When Apple Inc launches its much-anticipated 10th-anniversary iPhone this autumn, it is to offer an unwitting lesson in how much the smartphone industry it pioneered has matured.
The new iPhone is expected to include new features such as high-resolution displays, wireless charging and 3D sensors.
However, rather than representing major breakthroughs most of the innovations have been available in competing phones for several years.
Apple’s relatively slow adoption of new features both reflects and reinforces the fact that smartphone customers are holding onto their phones longer.
Upward of 40 percent of iPhones on the market are more than two years old, a historic high, Cowen & Co analyst Timothy Arcuri said.
Still, the development and rollout of the anniversary iPhone suggest that Apple’s product strategy is driven less by technological innovation than by consumer upgrade cycles, and Apple’s own business and marketing needs.
“When a market gets saturated, the growth is all about refresh,” Technalysis Research’s Bob O’Donnell said. “This is exactly what happened to PCs. It’s exactly what happened to tablets.

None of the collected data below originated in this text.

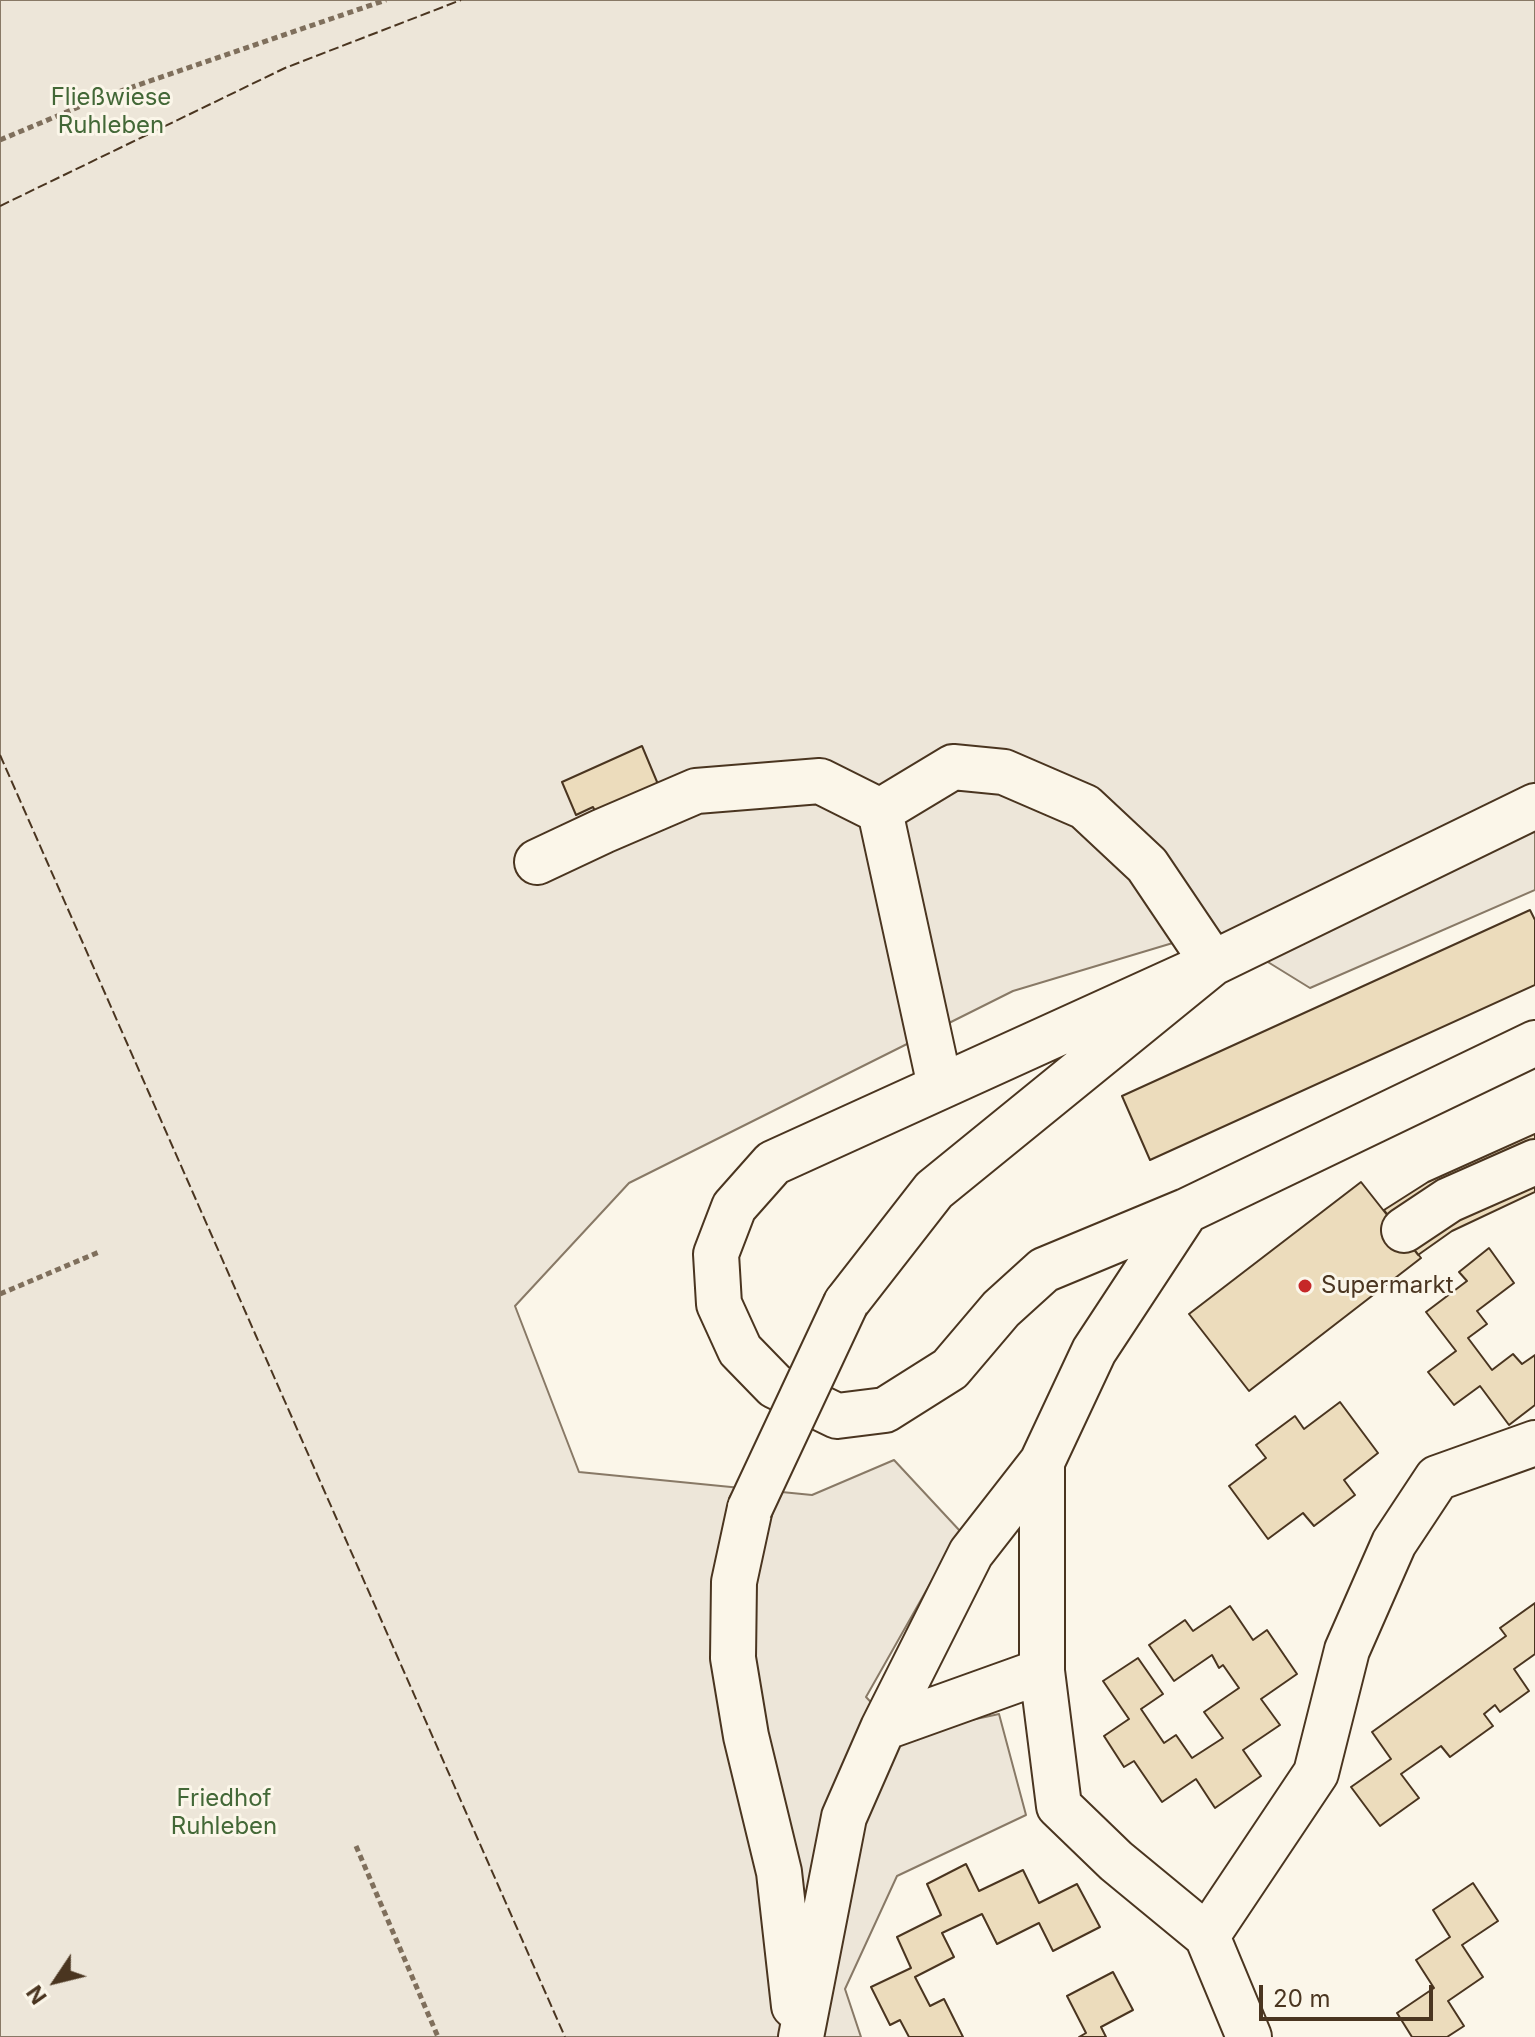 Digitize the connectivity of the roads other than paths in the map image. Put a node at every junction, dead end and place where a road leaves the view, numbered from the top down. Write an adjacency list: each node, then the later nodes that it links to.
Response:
1 (1535, 806): 4 (lane)
2 (880, 811): 3 (lane); 4 (lane); 6 (lane)
3 (537, 862)
4 (1213, 963): 6 (lane); 15 (lane, bridge)
5 (1535, 1043): 8 (lane)
6 (940, 1086): 8 (lane)
7 (1535, 1162): 9 (lane)
8 (1186, 1211): 11 (lane)
9 (1404, 1230)
10 (1535, 1443): 14 (lane)
11 (1042, 1462): 12 (lane); 13 (lane)
12 (1042, 1671): 13 (lane); 14 (lane)
13 (883, 1728): 15 (lane)
14 (1207, 1936): 16 (lane)
15 (799, 2037)
16 (1249, 2037) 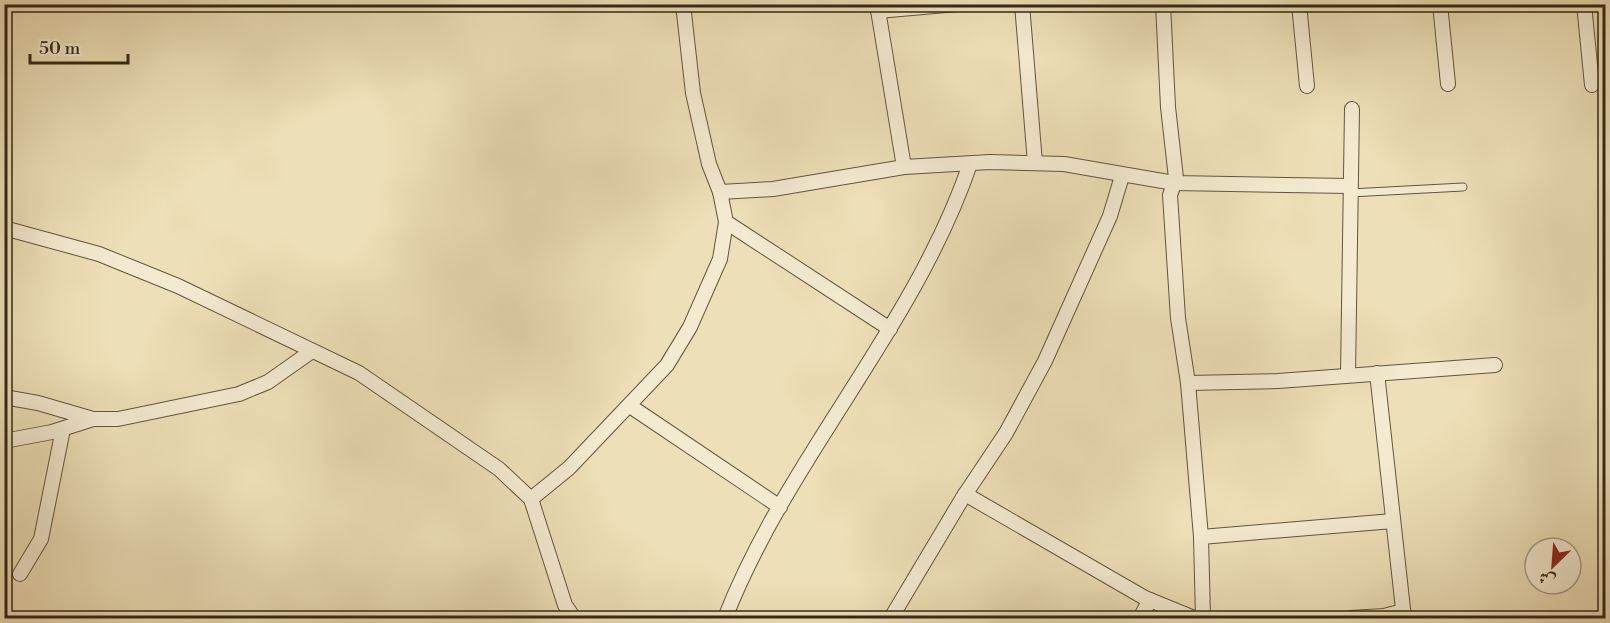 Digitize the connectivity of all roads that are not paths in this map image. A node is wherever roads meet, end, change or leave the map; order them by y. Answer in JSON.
{"nodes":[{"id":1,"x":683,"y":4,"type":"edge"},
{"id":2,"x":957,"y":4,"type":"edge"},
{"id":3,"x":1022,"y":4,"type":"edge"},
{"id":4,"x":1162,"y":4,"type":"edge"},
{"id":5,"x":1299,"y":4,"type":"edge"},
{"id":6,"x":1440,"y":4,"type":"edge"},
{"id":7,"x":1584,"y":4,"type":"edge"},
{"id":8,"x":877,"y":8,"type":"edge"},
{"id":9,"x":1448,"y":84,"type":"dead end"},
{"id":10,"x":1592,"y":85,"type":"dead end"},
{"id":11,"x":1307,"y":86,"type":"dead end"},
{"id":12,"x":1352,"y":109,"type":"dead end"},
{"id":13,"x":1035,"y":163,"type":"junction"},
{"id":14,"x":970,"y":164,"type":"junction"},
{"id":15,"x":903,"y":167,"type":"junction"},
{"id":16,"x":1122,"y":176,"type":"junction"},
{"id":17,"x":1174,"y":183,"type":"junction"},
{"id":18,"x":1463,"y":187,"type":"dead end"},
{"id":19,"x":1350,"y":189,"type":"junction"},
{"id":20,"x":720,"y":192,"type":"junction"},
{"id":21,"x":726,"y":222,"type":"junction"},
{"id":22,"x":4,"y":228,"type":"edge"},
{"id":23,"x":890,"y":329,"type":"junction"},
{"id":24,"x":312,"y":351,"type":"junction"},
{"id":25,"x":1495,"y":365,"type":"dead end"},
{"id":26,"x":1377,"y":373,"type":"junction"},
{"id":27,"x":1348,"y":375,"type":"junction"},
{"id":28,"x":1188,"y":383,"type":"junction"},
{"id":29,"x":4,"y":397,"type":"edge"},
{"id":30,"x":630,"y":406,"type":"junction"},
{"id":31,"x":93,"y":419,"type":"junction"},
{"id":32,"x":63,"y":429,"type":"junction"},
{"id":33,"x":4,"y":441,"type":"edge"},
{"id":34,"x":965,"y":494,"type":"junction"},
{"id":35,"x":531,"y":499,"type":"junction"},
{"id":36,"x":780,"y":507,"type":"junction"},
{"id":37,"x":1393,"y":521,"type":"junction"},
{"id":38,"x":1201,"y":537,"type":"junction"},
{"id":39,"x":20,"y":574,"type":"dead end"},
{"id":40,"x":1150,"y":600,"type":"junction"},
{"id":41,"x":1404,"y":615,"type":"edge"},
{"id":42,"x":574,"y":618,"type":"edge"},
{"id":43,"x":725,"y":618,"type":"edge"},
{"id":44,"x":891,"y":618,"type":"edge"},
{"id":45,"x":1140,"y":618,"type":"edge"},
{"id":46,"x":1194,"y":618,"type":"edge"},
{"id":47,"x":1203,"y":618,"type":"edge"},
{"id":48,"x":1351,"y":618,"type":"edge"}],
"edges":[{"from":1,"to":20,"type":"street"},
{"from":2,"to":8,"type":"street"},
{"from":3,"to":13,"type":"street"},
{"from":4,"to":17,"type":"street"},
{"from":5,"to":11,"type":"street"},
{"from":6,"to":9,"type":"street"},
{"from":7,"to":10,"type":"street"},
{"from":8,"to":15,"type":"street"},
{"from":12,"to":19,"type":"street"},
{"from":13,"to":14,"type":"street"},
{"from":13,"to":16,"type":"street"},
{"from":14,"to":15,"type":"street"},
{"from":14,"to":23,"type":"street"},
{"from":15,"to":20,"type":"street"},
{"from":16,"to":17,"type":"street"},
{"from":16,"to":34,"type":"street"},
{"from":17,"to":19,"type":"street"},
{"from":17,"to":28,"type":"street"},
{"from":18,"to":19,"type":"lane"},
{"from":19,"to":27,"type":"street"},
{"from":20,"to":21,"type":"street"},
{"from":21,"to":23,"type":"street"},
{"from":21,"to":30,"type":"street"},
{"from":22,"to":24,"type":"street"},
{"from":23,"to":36,"type":"street"},
{"from":24,"to":31,"type":"street"},
{"from":24,"to":35,"type":"street"},
{"from":25,"to":26,"type":"street"},
{"from":26,"to":27,"type":"street"},
{"from":26,"to":37,"type":"street"},
{"from":27,"to":28,"type":"street"},
{"from":28,"to":38,"type":"street"},
{"from":29,"to":31,"type":"street"},
{"from":30,"to":35,"type":"street"},
{"from":30,"to":36,"type":"street"},
{"from":31,"to":32,"type":"street"},
{"from":32,"to":33,"type":"street"},
{"from":32,"to":39,"type":"street"},
{"from":34,"to":40,"type":"street"},
{"from":34,"to":44,"type":"street"},
{"from":35,"to":42,"type":"street"},
{"from":36,"to":43,"type":"street"},
{"from":37,"to":38,"type":"street"},
{"from":37,"to":41,"type":"street"},
{"from":38,"to":47,"type":"street"},
{"from":40,"to":45,"type":"street"},
{"from":40,"to":46,"type":"street"},
{"from":41,"to":48,"type":"street"}]}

It’s starting to happen to smartphones.”
Apple is close-mouthed about upcoming product features, but analysts and reports from Asian component suppliers and others indicate that high-resolution displays based on OLED technology — possibly with curved edges — are likely to be part of the anniversary phone.
A radical new design is not expected, analysts said.
Some of the anticipated new technologies, notably wireless charging, remain messy.
Samsung Electronics Co smartphones, for example, feature wireless charging, but support two different sets of standards, one called Qi and the other AirFuel.
Apple recently joined the group backing Qi, but there are still at least five different groups working on wireless charging technology within Apple, a person with knowledge of the matter said.
As to 3D sensors, there is already one hiding in the iPhone 7.
The front camera features what is known as a time-of-flight sensor, which helps it autofocus and is used in numerous smartphones, including the BlackBerry, according to TechInsights, a firm that examines the chips inside tech devices.
That sensor could be upgraded to a higher-resolution version that could handle 3D mapping for facial recognition, TechInsights vice president Jim Morrison said.
Some analysts also say that Apple could remove the phone’s home button, placing it and a fingerprint sensor beneath the front display glass, based on patents the company has filed.
Global smartphone sales were up only 2.3 percent to 1.47 billion units last year, according to IDC.
Many carriers in the US have stopped subsidizing phones, causing phone buyers to think harder about their next purchase.
Apple will likely make a heavy marketing push at the time of the phone’s 10th anniversary.
“iPhone set the standard for mobile computing in its first decade and we are just getting started. The best is yet to come,” Apple chief executive officer Tim Cook said in a statement on Jan. 8, the date the iPhone was announced by then-chief executive officer Steve Jobs in 2007.
The company continues to excel at selling higher-priced smartphones.
Apple chief financial officer Luca Maestri attributed the most recent quarter’s record-setting 78.3 million iPhones sold to the iPhone 7 Plus, which for the first time included a new dual camera feature not found in other models.
The iPhone 7 Plus tops out at US$969 with memory upgrades and a jet black finish.